Malon transcreveu um belíssimo texto de François Chateaubriand, retirado da obra “Estudos Históricos”.

Vejamos o texto de Chateaubriand,  um grande católico, que foi fundamental para a conciliação da Revolução Francesa com a Igreja, pela Concordata feita por Napoleão I com o Papa, lá por 1800 e pouco. Chateaubriand escreveu o livro “O gênio do cristianismo”, que é belíssimo.

O texto em seguida transcrito foi escrito talvez em 1800 e pouco, tirado da obra de Malon:

Responde, se podeis, às ficções aristocráticas: tentar persuadir ao pobre, quando ele souber ler, ao pobre a quem a palavra é levada todos os dias pela imprensa, de cidade em cidade, de aldeia em aldeia; tentai persuadir a esse pobre que possui as mesmas luzes, a mesma inteligência que nós, que deve submeter-se a todas as privações, enquanto que um outro homem, seu vizinho, tem, sem trabalho, mil vezes o supérfluo da vida; que os vossos esforços serão inúteis. Ninguém peça à multidão virtudes superiores à natureza…Nós não estamos num tempo de revolução, mas de transformação social. Eu bem vejo o hospital onde jaz a velha sociedade. Quando ela tiver expirado, há de decompor-se, a fim de se reproduzir sob novas formas. Deixa-a sucumbir primeiro. A primeira necessidade para as sociedades, como para os homens, é morrer. A velha sociedade parece ainda viva, mas nem por isso deixa de estar na agonia. O que respondereis vós ao proletário que, num parlamento, viesse dizer-vos: Nós propomos abrir um grande livro da dívida pública consolidada, cada propriedade territorial será apreciada contraditoriamente pelos interessados e pelos juris saídos da eleição; o valor será pago em diversos termos convencionados; e o Estado, desde hoje, tomará posse do solo nacional”. (Chateaubriand: Estudos Históricos, t. II).
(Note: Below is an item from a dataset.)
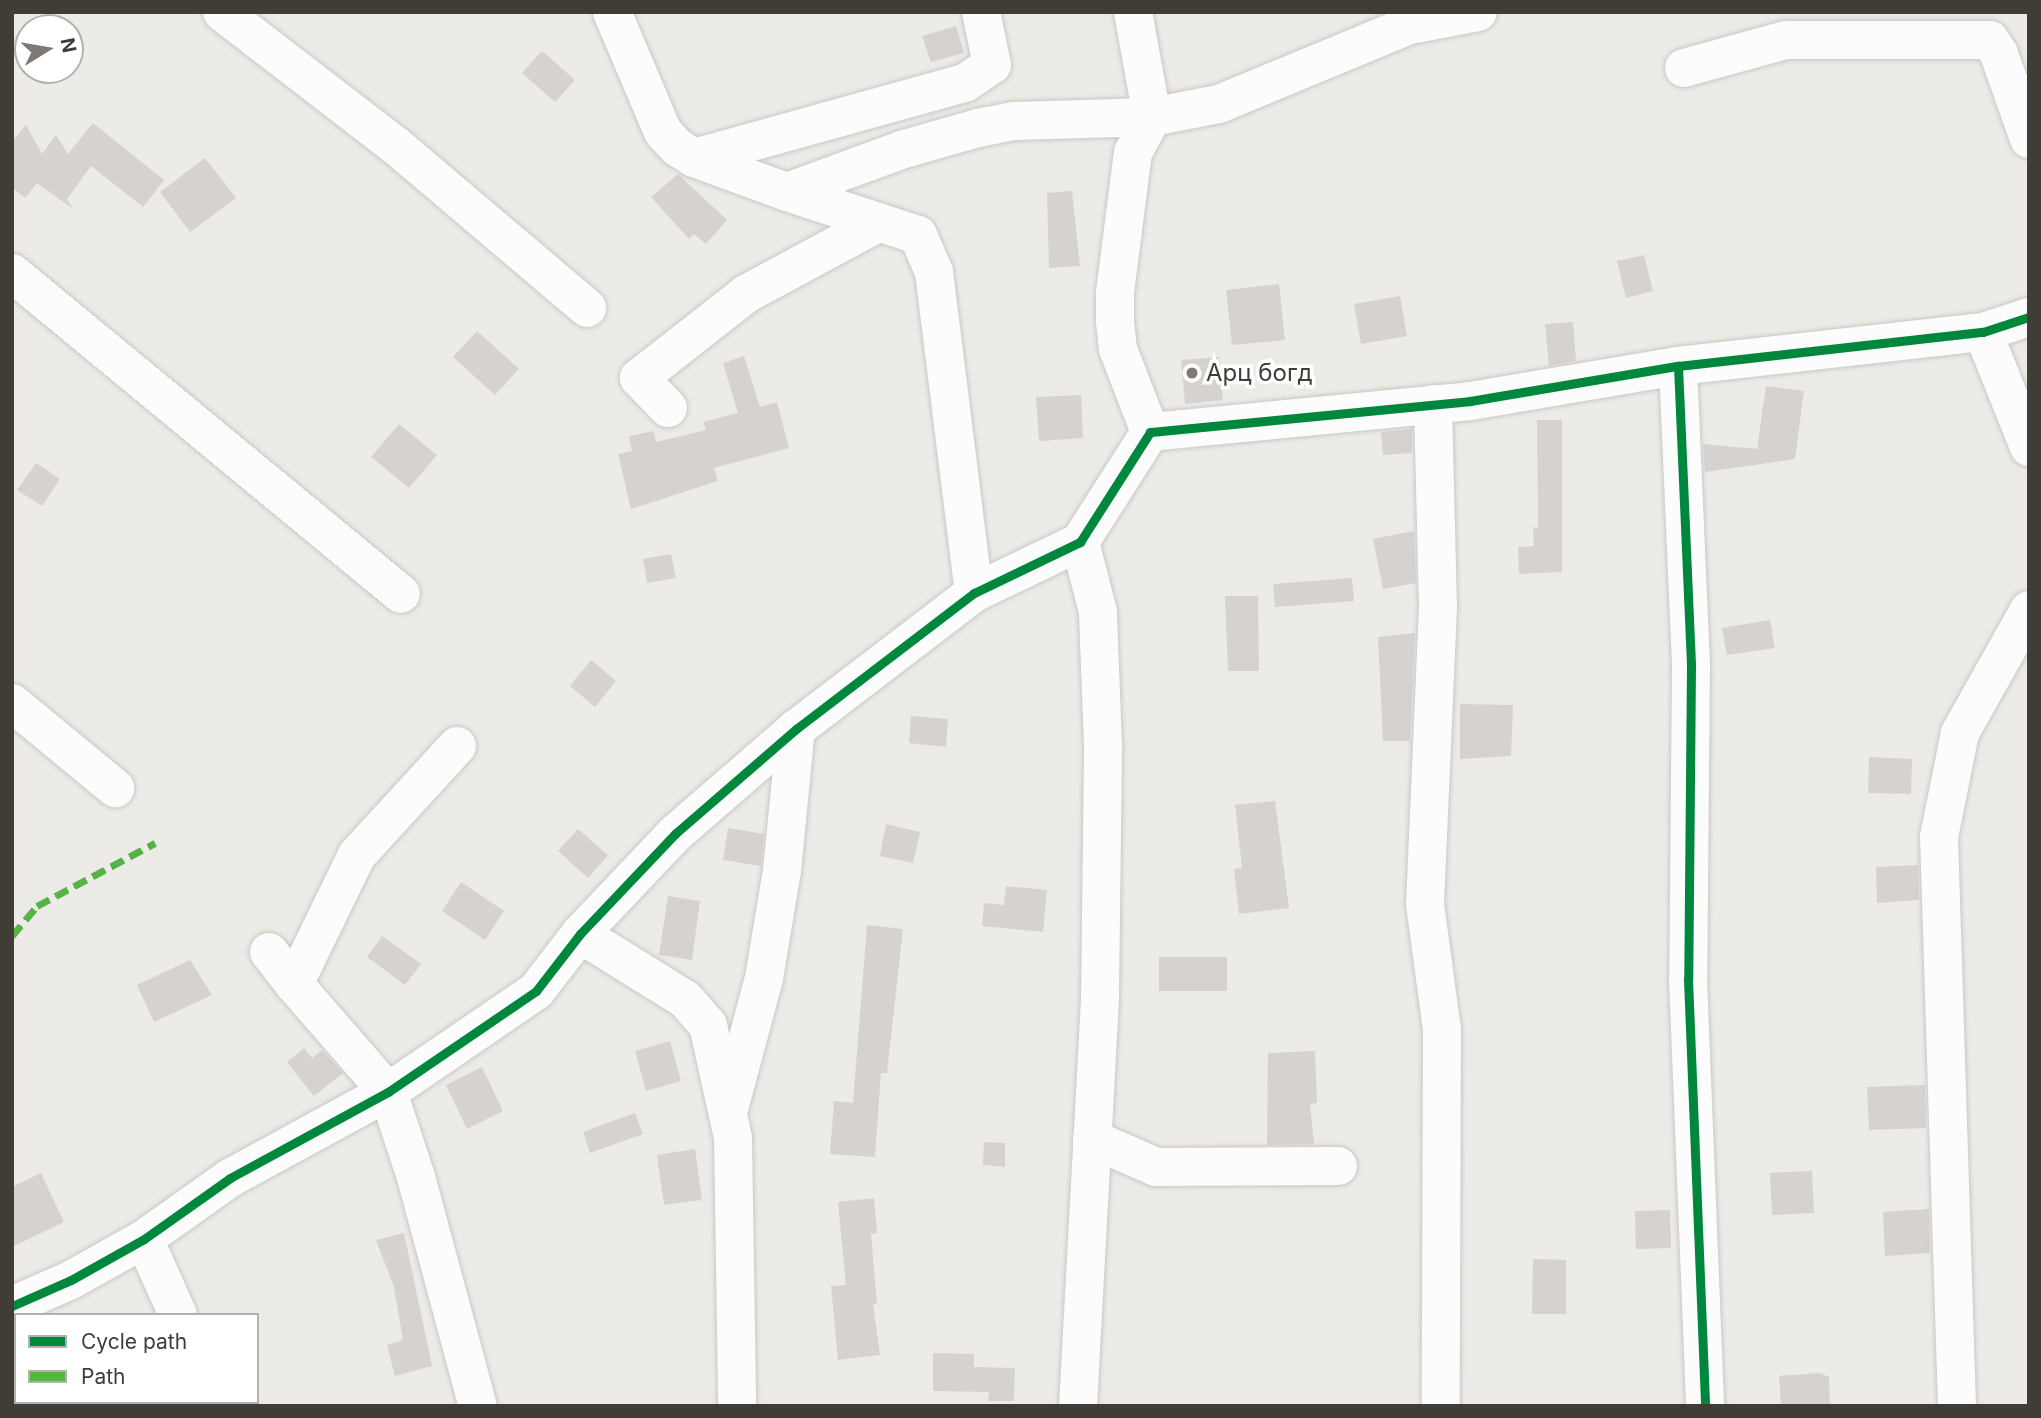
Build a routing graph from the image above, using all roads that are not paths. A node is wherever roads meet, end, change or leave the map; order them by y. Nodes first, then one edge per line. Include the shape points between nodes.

O texto de Chateaubriand deixa clara que os trabalhadores já queriam “abrir” o livro da dívida pública consolidada, que já queriam controlar e conhecer (inclusive, auditar), tal como queriam verificar a legitimidade ou não dos registros, das origens dos latifúndios (para serem desapropriados), e que um Estado controlado pelos trabalhadores buscaria “tomar posse do solo nacional”, para o tornar fecundo, dando a posse e propriedade aos camponeses.
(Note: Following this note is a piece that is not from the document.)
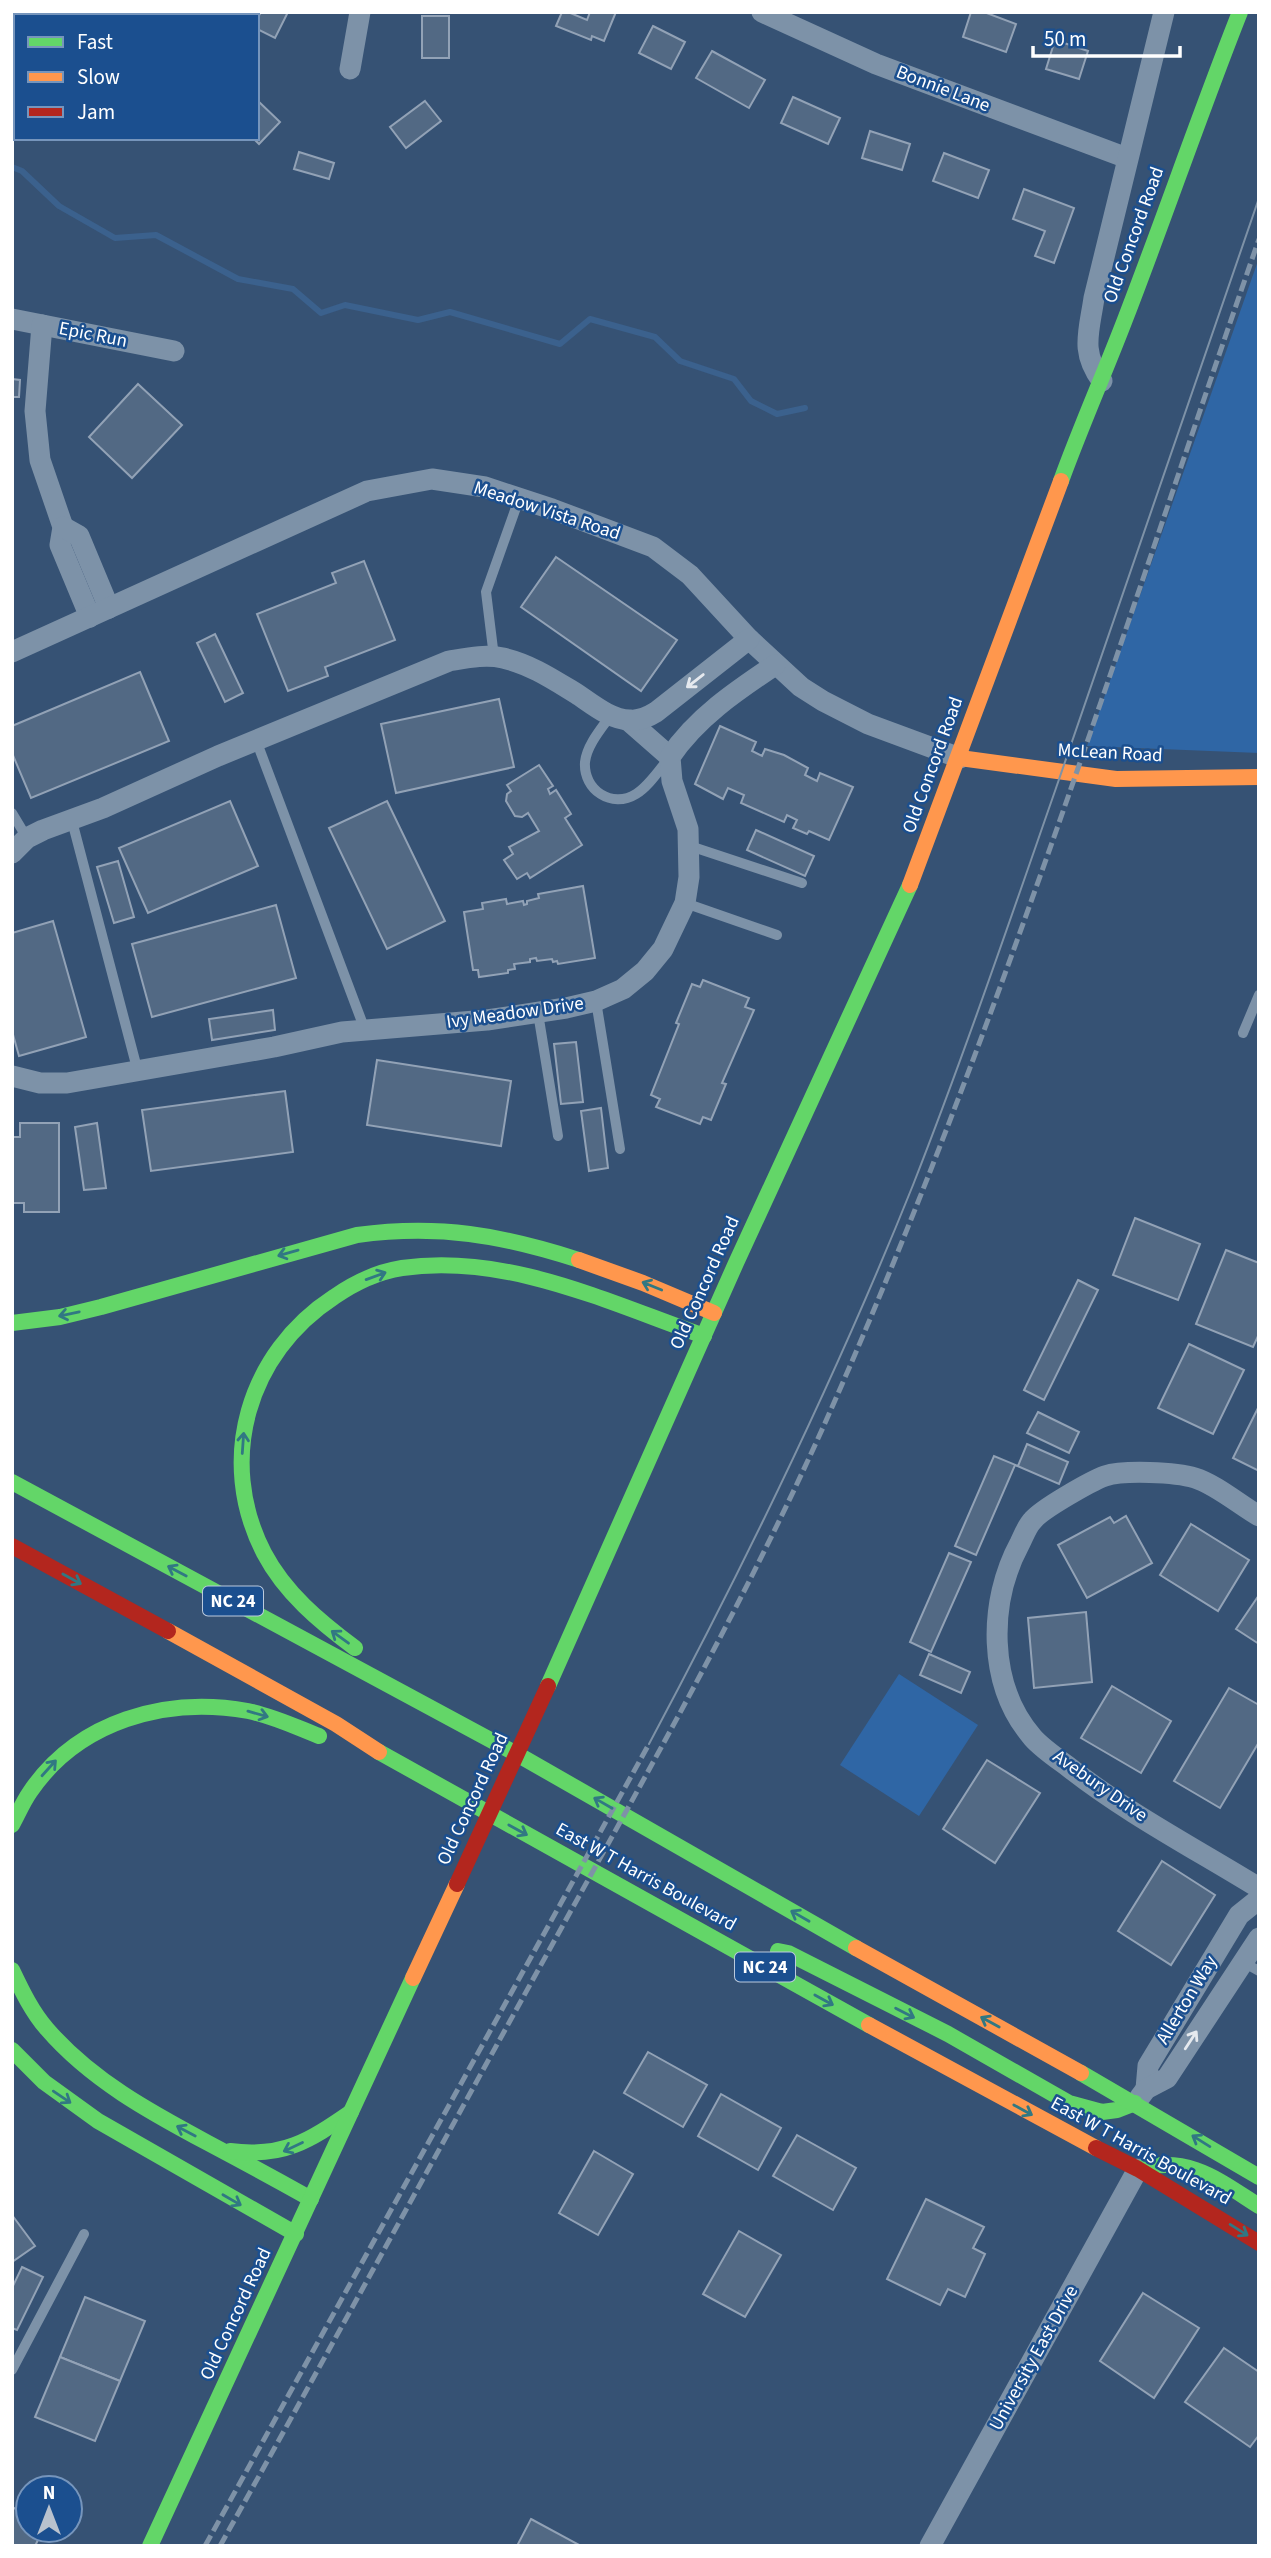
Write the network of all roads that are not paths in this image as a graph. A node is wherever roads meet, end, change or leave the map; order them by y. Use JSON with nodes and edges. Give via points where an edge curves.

Meu comentário – faltou acrescentar que um governo justo examinaria os títulos de propriedade e aplicaria a pena de perdimento às “propriedades” com títulos falso, grilados.

No Brasil, quase todos os latifúndios são frutos da grilagem. Estes latifundiários deveriam perder as terras públicas griladas e usurpadas, pagarem pelo uso ilícito e ainda serem presos pelo esbulho possessório. O texto de Benoit mostra que textos católicos e cristãos estavam presentes na consciência de grandes lideranças da Primeira Internacional, inclusive na consciência de Karx Marx, sendo estas algumas das fontes pré marxistas das correntes socialistas, inclusive do próprio marxismo.